Exercise brief – Go through the records and report each line holding the string "nodes".

Task data –

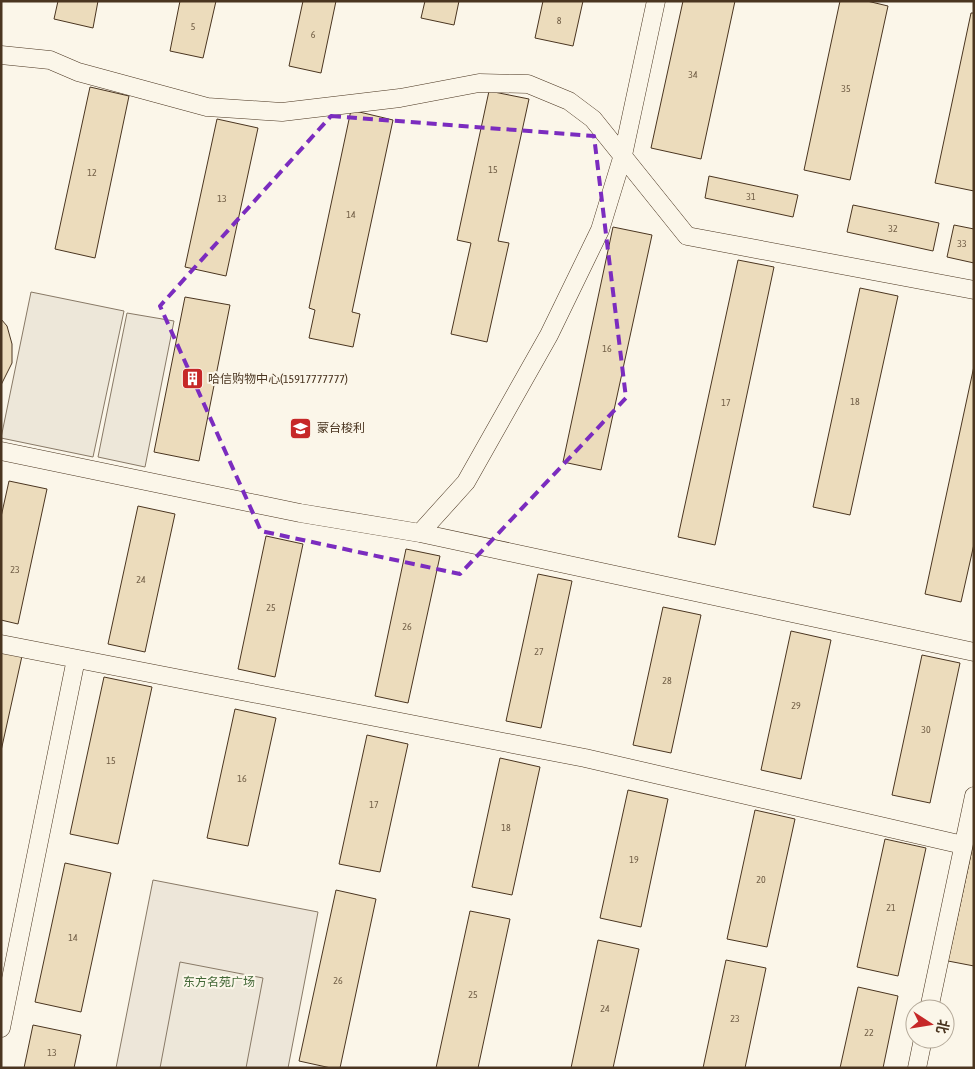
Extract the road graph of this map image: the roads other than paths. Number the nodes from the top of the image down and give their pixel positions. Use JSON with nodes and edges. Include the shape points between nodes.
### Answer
{"nodes":[{"id":1,"x":656,"y":1,"type":"edge"},
{"id":2,"x":1,"y":54,"type":"edge"},
{"id":3,"x":623,"y":155,"type":"junction"},
{"id":4,"x":974,"y":290,"type":"edge"},
{"id":5,"x":1,"y":450,"type":"edge"},
{"id":6,"x":420,"y":533,"type":"junction"},
{"id":7,"x":1,"y":644,"type":"edge"},
{"id":8,"x":974,"y":652,"type":"edge"},
{"id":9,"x":76,"y":659,"type":"junction"},
{"id":10,"x":974,"y":796,"type":"edge"},
{"id":11,"x":963,"y":845,"type":"junction"},
{"id":12,"x":931,"y":999,"type":"edge"},
{"id":13,"x":1,"y":1028,"type":"edge"},
{"id":14,"x":921,"y":1049,"type":"edge"},
{"id":15,"x":917,"y":1068,"type":"edge"}],
"edges":[{"from":1,"to":3,"type":"street"},
{"from":2,"to":3,"type":"street","via":[[50,60],[78,72],[207,107],[282,112],[400,98],[479,83],[528,84],[575,105],[593,119]]},
{"from":3,"to":4,"type":"street","via":[[687,236]]},
{"from":3,"to":6,"type":"street","via":[[600,230],[549,335],[466,482]]},
{"from":5,"to":6,"type":"street","via":[[300,512]]},
{"from":6,"to":8,"type":"street"},
{"from":7,"to":9,"type":"street"},
{"from":9,"to":11,"type":"street","via":[[586,758]]},
{"from":9,"to":13,"type":"street"},
{"from":10,"to":11,"type":"street"},
{"from":11,"to":12,"type":"street"},
{"from":14,"to":15,"type":"street"}]}
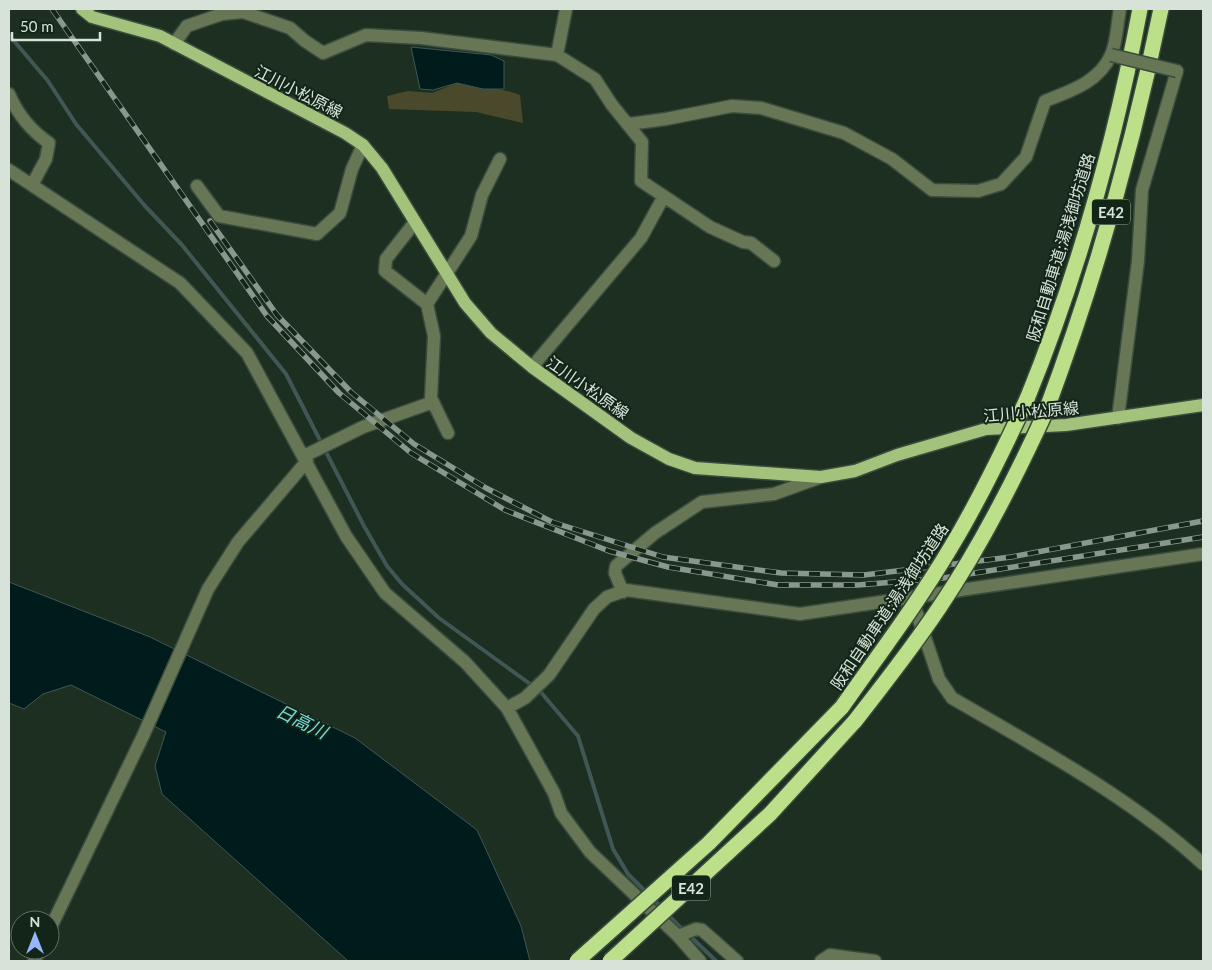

Output for this exercise –
Extract the road graph of this map image: the roads other than paths. Number the nodes from the top of the image down and give their pixel positions. Use JSON with nodes and edges. Include the shape points between nodes.
{"nodes":[{"id":1,"x":656,"y":1,"type":"edge"},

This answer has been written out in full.